Contrainte d'interrompre sa scolarité pour des raisons financières, Isatou ne baisse pas les bras. Elle fabrique et vend des jouets à partir de chutes de tissu et de bois, économise chaque franc, et finit par s'inscrire au Gambia Technical Institute où elle se forme comme secrétaire. Plus tard, elle intègre un programme du Corps de la Paix américain. C'est là que tout commence.
Le déclic
De retour à N'jau, elle observe ce que personne ne nomme vraiment : les rues du village disparaissent sous les sacs plastiques. Les chèvres en meurent. Les moustiques prolifèrent dans les eaux stagnantes entourées de déchets. Des familles brûlent du plastique pour cuisiner, sans savoir ce qu'elles respirent.
Isatou voit tout ça. Et elle décide d'agir.
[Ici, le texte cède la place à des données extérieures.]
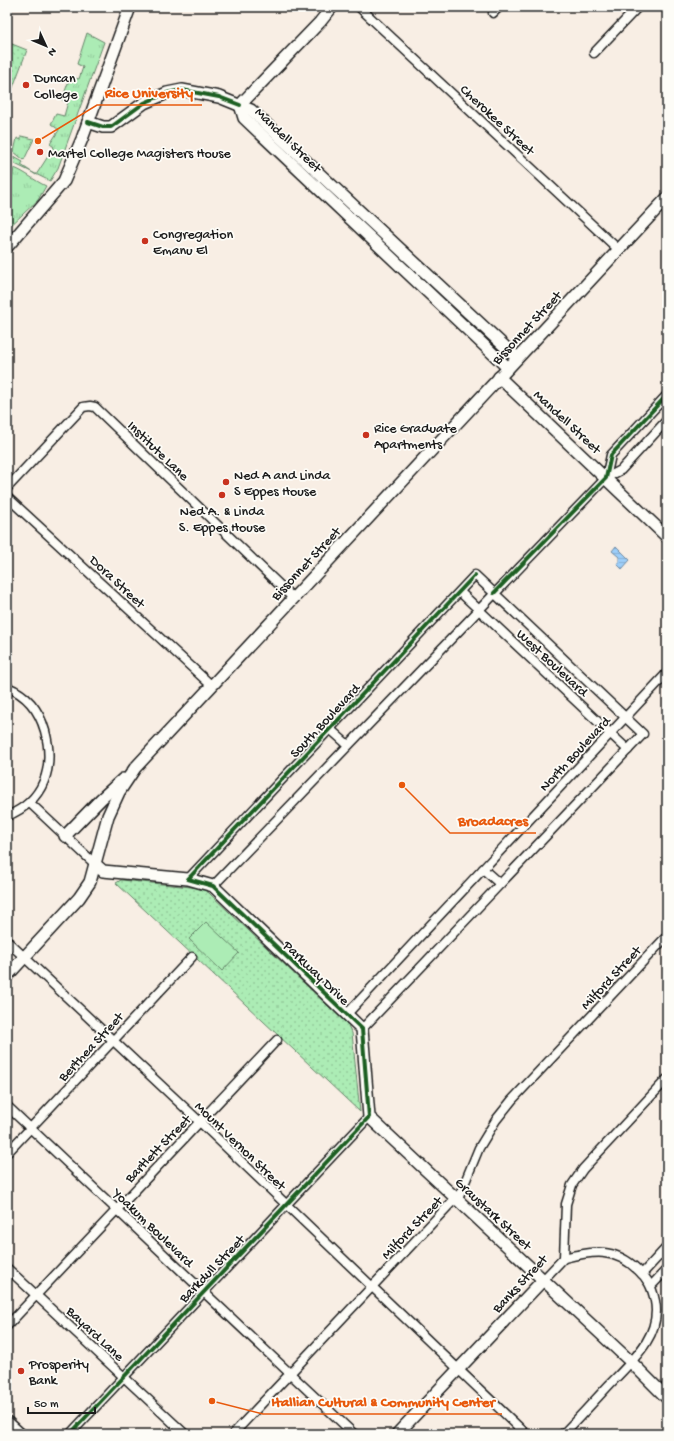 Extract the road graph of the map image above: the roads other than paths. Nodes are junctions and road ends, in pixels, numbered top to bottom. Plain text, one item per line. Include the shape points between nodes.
1 (130, 7) edge
2 (332, 7) edge
3 (359, 7) edge
4 (499, 7) edge
5 (638, 7) edge
6 (493, 13) dead end
7 (594, 54) dead end
8 (240, 105) junction
9 (88, 122) junction
10 (667, 198) edge
11 (339, 200) junction
12 (7, 247) edge
13 (618, 250) junction
14 (517, 358) junction
15 (508, 368) junction
16 (499, 377) junction
17 (667, 395) edge
18 (667, 420) edge
19 (606, 478) junction
20 (7, 488) edge
21 (7, 496) edge
22 (667, 537) edge
23 (475, 575) joint
24 (460, 592) junction
25 (494, 593) junction
26 (293, 598) junction
27 (478, 609) junction
28 (667, 673) edge
29 (211, 685) junction
30 (7, 687) edge
31 (625, 718) junction
32 (330, 729) junction
33 (610, 734) junction
34 (348, 745) junction
35 (628, 750) junction
36 (135, 768) junction
37 (30, 803) junction
38 (7, 816) edge
39 (65, 836) junction
40 (95, 864) junction
41 (483, 869) junction
42 (188, 879) junction
43 (500, 884) junction
44 (213, 886) junction
45 (667, 936) edge
46 (7, 942) edge
47 (192, 957) dead end
48 (24, 958) junction
49 (7, 976) edge
50 (346, 1015) junction
51 (362, 1029) junction
52 (277, 1040) dead end
53 (113, 1041) junction
54 (667, 1079) edge
55 (7, 1106) edge
56 (369, 1117) junction
57 (200, 1122) junction
58 (30, 1128) junction
59 (7, 1153) edge
60 (458, 1199) junction
61 (286, 1206) junction
62 (117, 1209) junction
63 (667, 1247) edge
64 (564, 1258) junction
65 (7, 1268) edge
66 (667, 1269) edge
67 (642, 1274) junction
68 (543, 1280) junction
69 (651, 1286) junction
70 (372, 1287) junction
71 (203, 1292) junction
72 (36, 1294) junction
73 (7, 1326) edge
74 (631, 1362) junction
75 (459, 1369) junction
76 (290, 1374) junction
77 (124, 1376) junction
78 (667, 1398) edge
79 (7, 1422) edge
80 (20, 1434) edge
81 (70, 1434) edge
82 (185, 1434) edge
83 (233, 1434) edge
84 (354, 1434) edge
85 (397, 1434) edge
86 (526, 1434) edge
87 (563, 1434) edge

1 - 9 street
2 - 8 street
3 - 13 street, Cherokee Street
4 - 6 street
5 - 7 street
8 - 9 street, Mandell Street via 219,97 182,90 167,93 144,103 111,127
8 - 11 street, Mandell Street via 251,110
9 - 12 street via 64,182
10 - 13 street, Bissonnet Street
11 - 14 street, Mandell Street
11 - 15 street, Mandell Street
13 - 14 street, Bissonnet Street
14 - 15 street, Bissonnet Street
15 - 16 street, Bissonnet Street
16 - 19 street, Mandell Street
16 - 26 street, Bissonnet Street
17 - 19 street via 611,455
18 - 19 street via 621,470
19 - 22 street, Mandell Street
19 - 25 street
20 - 26 street, Institute Lane via 83,407 95,407
21 - 29 street, Dora Street
23 - 24 street, South Boulevard
23 - 25 street, West Boulevard
24 - 27 street, West Boulevard
24 - 32 street, South Boulevard
25 - 27 street
25 - 31 street, West Boulevard
26 - 29 street, Bissonnet Street
27 - 33 street, West Boulevard
27 - 34 street
28 - 31 street, North Boulevard
29 - 36 street, Bissonnet Street
30 - 37 street via 27,698 38,711 50,751 47,776
31 - 33 street, North Boulevard
31 - 35 street, West Boulevard via 643,734
32 - 34 street, South Boulevard
32 - 42 street, South Boulevard
33 - 35 street, West Boulevard
33 - 41 street, North Boulevard
34 - 44 street
35 - 43 street
36 - 39 street
36 - 40 street, Bissonnet Street via 118,792
37 - 38 street
37 - 39 street
39 - 40 street
40 - 42 street, Parkway Drive via 103,872
40 - 48 street, Bissonnet Street via 90,882 79,898
41 - 43 street
41 - 50 street, North Boulevard
42 - 44 street, Parkway Drive
43 - 51 street
44 - 50 street, Parkway Drive
45 - 60 street, Milford Street via 500,1115 479,1148
46 - 48 street, Mount Vernon Street
47 - 53 street, Berthea Street
48 - 49 street, Bissonnet Street
48 - 53 street, Mount Vernon Street
50 - 51 street, Parkway Drive
51 - 56 street
52 - 57 street, Bartlett Street
53 - 57 street, Mount Vernon Street
53 - 58 street, Berthea Street
54 - 64 street, Banks Street via 583,1169 572,1185 566,1204
55 - 58 street, Yoakum Boulevard
56 - 60 street, Graustark Street
56 - 61 street, Barkdull Street
57 - 61 street, Mount Vernon Street
57 - 62 street, Bartlett Street
58 - 59 street, Berthea Street
58 - 62 street, Yoakum Boulevard
60 - 68 street, Graustark Street
60 - 70 street, Milford Street via 451,1203
61 - 70 street, Mount Vernon Street
61 - 71 street, Barkdull Street
62 - 71 street, Yoakum Boulevard
62 - 72 street, Bartlett Street
63 - 67 street
64 - 67 street via 593,1251 614,1255 633,1265
64 - 68 street, Banks Street
65 - 72 street, Bayard Lane
66 - 69 street
67 - 69 street
68 - 74 street, Graustark Street
68 - 75 street, Banks Street
69 - 74 street via 657,1310 654,1327 645,1345
70 - 75 street, Mount Vernon Street
70 - 76 street, Milford Street
71 - 76 street, Yoakum Boulevard
71 - 77 street, Barkdull Street
72 - 73 street, Bartlett Street
72 - 77 street, Bayard Lane
74 - 78 street, Graustark Street
74 - 87 street
75 - 85 street, Banks Street
75 - 86 street, Mount Vernon Street
76 - 83 street, Milford Street
76 - 84 street, Yoakum Boulevard
77 - 81 street, Barkdull Street
77 - 82 street, Bayard Lane
79 - 80 street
Non pas en attendant l'État, mais avec les femmes autour d'elle.
La réalisation
Elle rassemble un groupe de femmes et leur enseigne une technique simple et révolutionnaire : transformer les sacs plastiques en fils tissés ensuite en sacs à main vendables. Une dizaine de sacs plastiques pour fabriquer un sac. Rien ne se perd.
Au début, les moqueries fusent. On dit que ces femmes ramassent des déchets, que c'est indigne, que ça ne marchera jamais. Isatou charge les premiers sacs dans un bus et les vend en ville. Ils partent tous.
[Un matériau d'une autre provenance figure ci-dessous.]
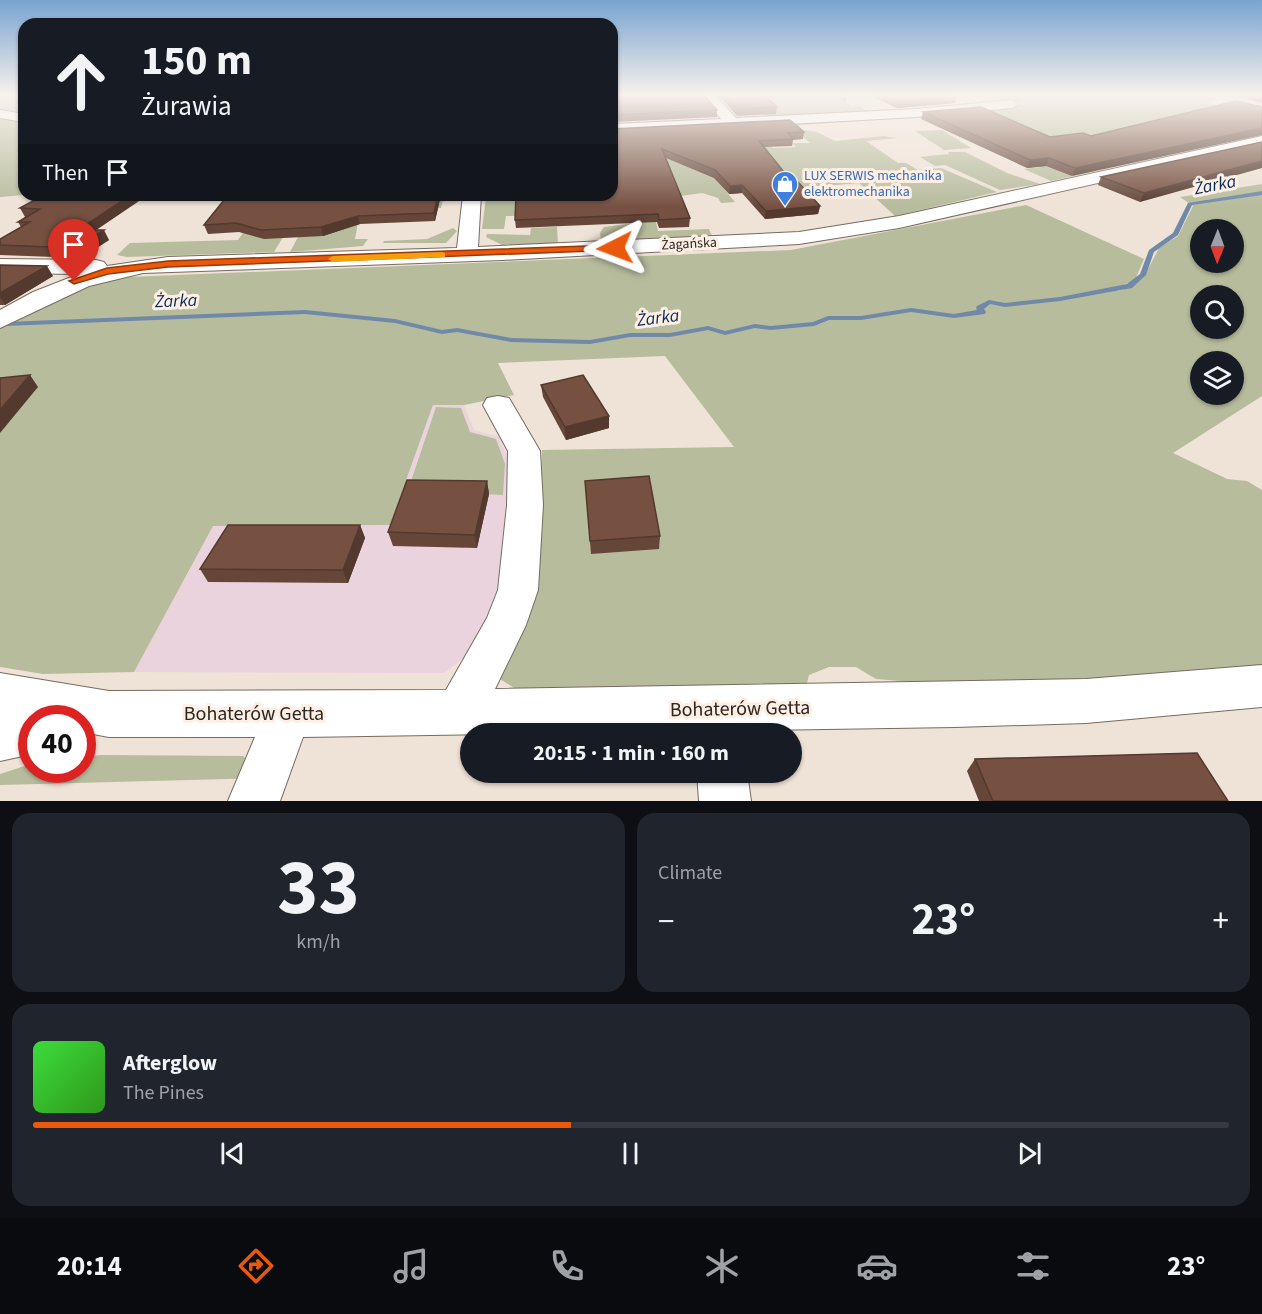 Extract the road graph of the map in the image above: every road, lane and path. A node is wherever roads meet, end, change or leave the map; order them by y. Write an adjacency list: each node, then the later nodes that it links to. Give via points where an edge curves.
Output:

Le mouvement One Plastic Bag est né. Il devient le N'jau Recycling and Income Generation Group (NRIGG), qui s'étend à quatre communautés gambiennes. Aujourd'hui, Isatou travaille avec plus de 11 000 personnes. Les produits — sacs, bijoux, perles, briquettes de combustible, compost — se vendent jusqu'aux États-Unis.
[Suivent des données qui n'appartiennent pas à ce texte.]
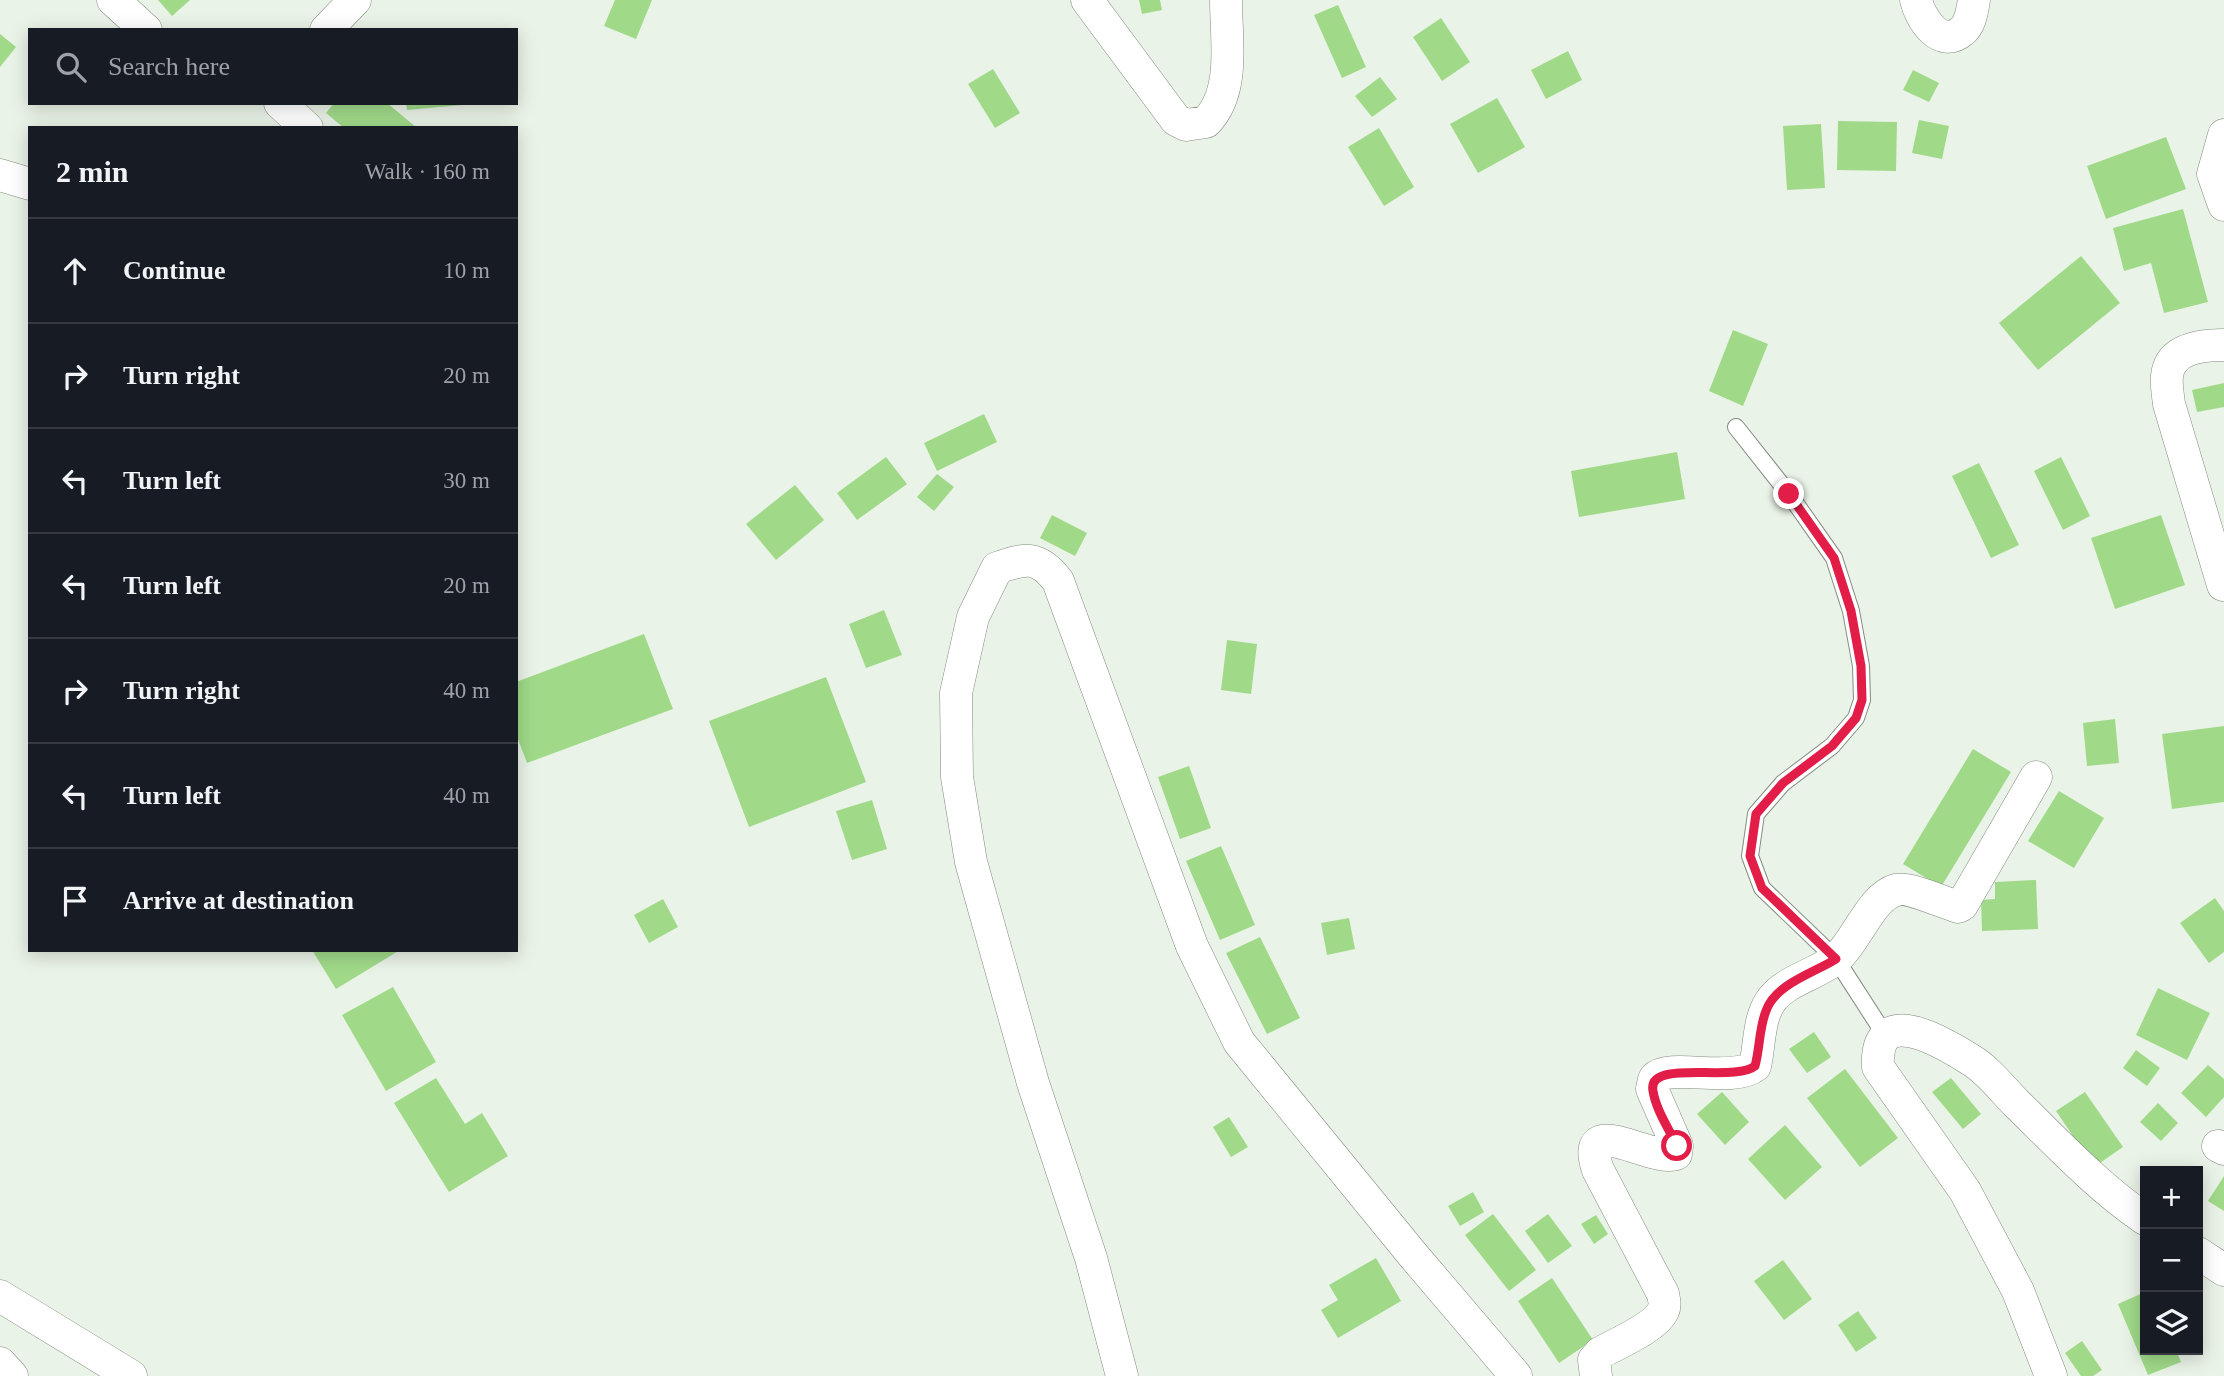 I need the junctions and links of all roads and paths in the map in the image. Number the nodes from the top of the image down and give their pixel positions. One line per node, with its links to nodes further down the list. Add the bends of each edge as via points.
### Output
1 (113, 0): 7 (street)
2 (355, 0): 8 (street)
3 (1087, 0): 4 (street, via 1176,120 1186,125 1206,122 1220,104 1227,67)
4 (1226, 0)
5 (1916, 0): 6 (street, via 1924,23 1949,37 1962,31)
6 (1974, 0)
7 (144, 28)
8 (328, 28)
9 (282, 105): 10 (street)
10 (305, 126)
11 (2224, 135): 14 (street, via 2213,174)
12 (0, 175): 13 (street)
13 (28, 183)
14 (2224, 205)
15 (2224, 345): 17 (street, via 2187,350 2173,359 2167,375 2169,404)
16 (1736, 427): 19 (lane, via 1834,558 1851,611 1861,666 1862,700 1856,718 1832,746 1783,783 1756,814 1750,856 1762,888)
17 (2223, 585)
18 (2036, 778): 19 (street, via 1965,903 1958,907 1900,888 1879,901)
19 (1836, 959): 20 (lane); 30 (street, via 1772,999 1755,1066 1749,1071 1657,1076 1653,1089 1677,1146 1676,1154 1665,1156 1611,1140 1596,1143 1598,1170 1665,1304 1655,1321 1600,1353 1594,1360)
20 (1885, 1035): 21 (street, via 1899,1029 1914,1031 1973,1061 2098,1182); 31 (street, via 1877,1048 1878,1067 1965,1191 2018,1292)
21 (2140, 1215)
22 (2203, 1256): 23 (street)
23 (2224, 1270)
24 (0, 1296): 27 (street)
25 (0, 1363): 26 (street)
26 (12, 1376)
27 (131, 1376)
28 (1122, 1376): 29 (street, via 1091,1258 1033,1083 971,862 957,778 956,693 973,617 997,568 1021,560 1046,565 1058,581 1192,946 1239,1042)
29 (1516, 1376)
30 (1596, 1376)
31 (2050, 1376)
En 2012, elle reçoit le International Alliance for Women Difference Maker Award à Washington. En 2025, elle figure parmi les 100 Africains les plus influents selon Reputable Poll International. Son histoire a été publiée dans un livre illustré pour enfants : *One Plastic Bag*.
Message pour les générations futures
« Un sac plastique. Voilà ce qu'on a vu. De la poubelle, du déchet, de l'insignifiant. Isatou Ceesay a regardé au-delà et elle a vu de l'or. Pas l'or qui s'épuise, pas celui qu'on arrache à la terre au prix de mille sacrifices. L'or qui se tisse, qui se partage, qui se multiplie entre les mains de onze mille femmes qui, elles aussi, ont appris à regarder autrement. C'est ça, la vraie alchimie. Pas transformer le plomb en or, transformer ce que le monde méprise en quelque chose qui nourrit, qui libère, qui dure. À celles et ceux qui liront son histoire : regardez autour de vous. Ce que vous cherchez est peut-être déjà là, sous vos pieds, attendant que quelqu'un ose le ramasser. Merci, Madame Ceesay. » — Rehema
Un·e artiste Gambie à découvrir
Sona Jobarteh
Virtuose de la kora (née en 1983), **Sona Jobarteh** est la première femme de sa lignée de griots à jouer professionnellement de cet instrument traditionnellement réservé aux hommes. Issue d'une des plus grandes familles de musiciens d'Afrique de l'Ouest, elle a brisé les conventions avec grâce et puissance, mêlant tradition mandingue et influences contemporaines. À écouter : **« Gambia »**, un hymne doux et profond à sa terre natale.